The last Somoza dictator, Anastasio, was overthrown by Sandinista guerrillas who then tried to erase all traces of the Somozas during their revolutionary government in the 1980s.

Now, more than three decades later, Anastasio’s nephew, Alvaro Somoza, has returned to Nicaragua and is considering a run for president.

Despite the controversy surrounding his family, Alvaro Somoza points out he’s never been accused of any wrongdoing. He’s also quick to criticize the excesses of his family’s rule. Still, he believes that recent Nicaraguan governments have performed so poorly that his last name would now be an advantage on the campaign trail.

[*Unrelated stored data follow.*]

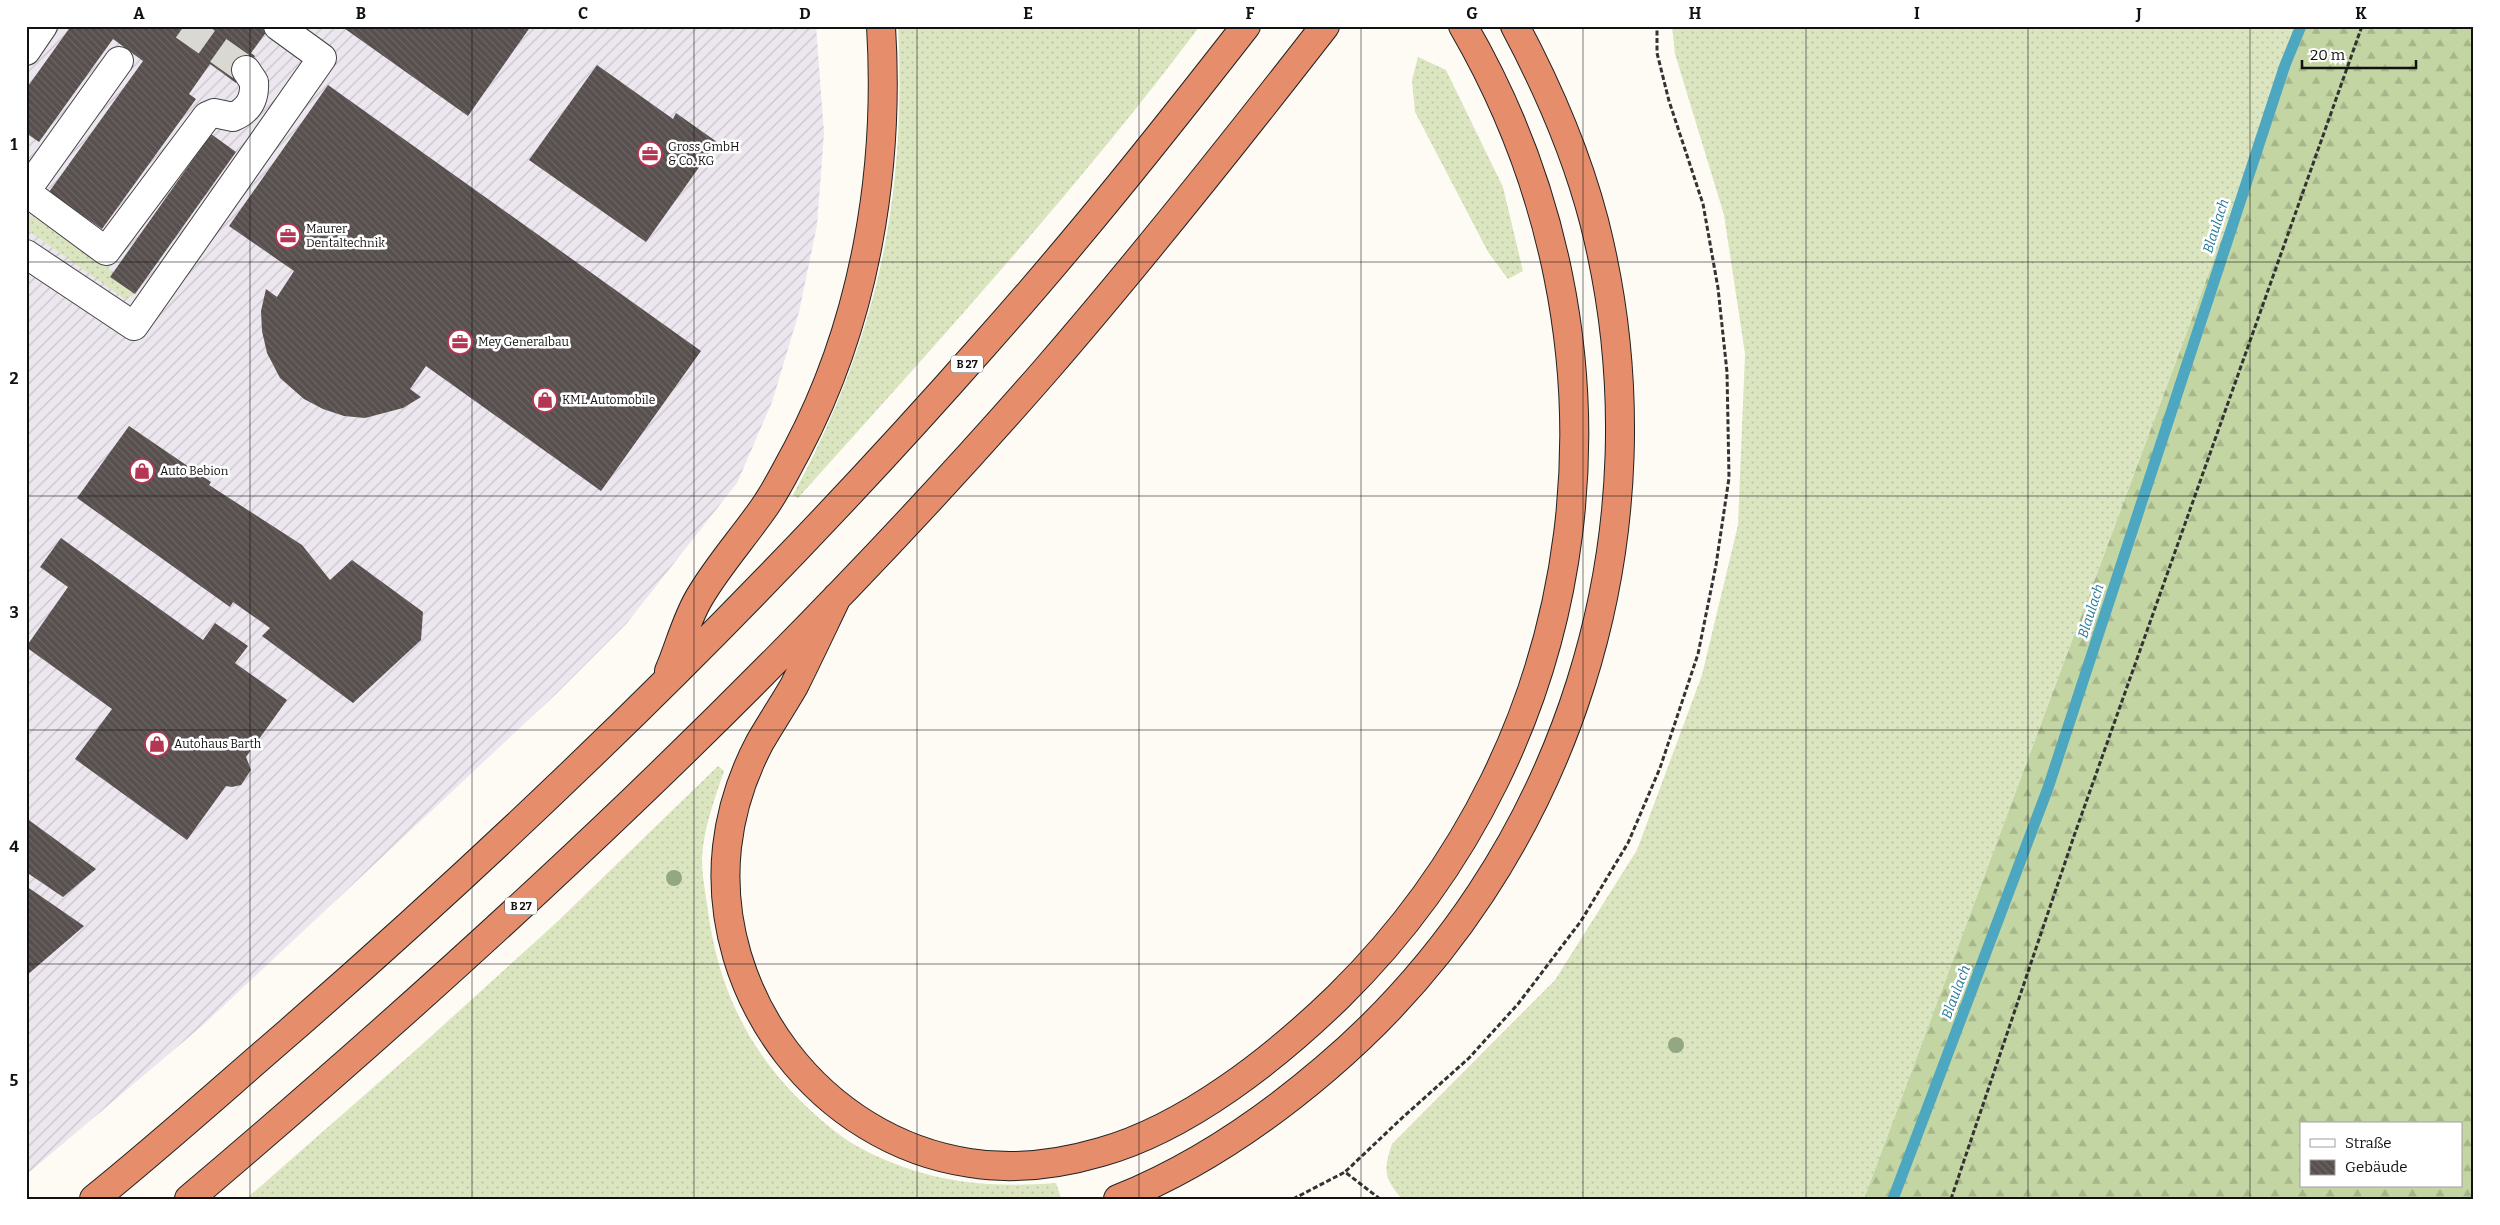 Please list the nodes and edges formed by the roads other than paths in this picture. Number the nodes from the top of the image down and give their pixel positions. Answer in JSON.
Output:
{"nodes":[{"id":1,"x":44,"y":26,"type":"edge"},
{"id":2,"x":278,"y":26,"type":"edge"},
{"id":3,"x":881,"y":26,"type":"edge"},
{"id":4,"x":1246,"y":26,"type":"edge"},
{"id":5,"x":1325,"y":26,"type":"edge"},
{"id":6,"x":1463,"y":26,"type":"edge"},
{"id":7,"x":1515,"y":26,"type":"edge"},
{"id":8,"x":26,"y":51,"type":"edge"},
{"id":9,"x":119,"y":61,"type":"dead end"},
{"id":10,"x":246,"y":70,"type":"tunnel mouth"},
{"id":11,"x":26,"y":192,"type":"edge"},
{"id":12,"x":26,"y":254,"type":"edge"},
{"id":13,"x":837,"y":597,"type":"junction"},
{"id":14,"x":665,"y":682,"type":"junction"},
{"id":15,"x":94,"y":1199,"type":"edge"},
{"id":16,"x":189,"y":1199,"type":"edge"},
{"id":17,"x":1118,"y":1199,"type":"edge"}],
"edges":[{"from":1,"to":8,"type":"lane"},
{"from":2,"to":12,"type":"lane"},
{"from":3,"to":14,"type":"highway"},
{"from":4,"to":14,"type":"highway","number":"B 27"},
{"from":5,"to":13,"type":"highway","number":"B 27"},
{"from":6,"to":13,"type":"highway"},
{"from":7,"to":17,"type":"highway"},
{"from":9,"to":11,"type":"lane"},
{"from":10,"to":11,"type":"lane"},
{"from":13,"to":16,"type":"highway","number":"B 27"},
{"from":14,"to":15,"type":"highway","number":"B 27"}]}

“When people recognize me, they say: ‘It’s good to have you back!’” Somoza said. “For me to come back to Nicaragua and see what a disaster it has become is very hurtful, and is probably what’s motivating me to get involved in politics.”

Nicaragua is a small Central American nation with just 5 million people. Its politics have always been clannish. A small handful of political leaders and families — including the Somozas and President Daniel Ortega, who was reelected last month — have dominated the power structure for decades.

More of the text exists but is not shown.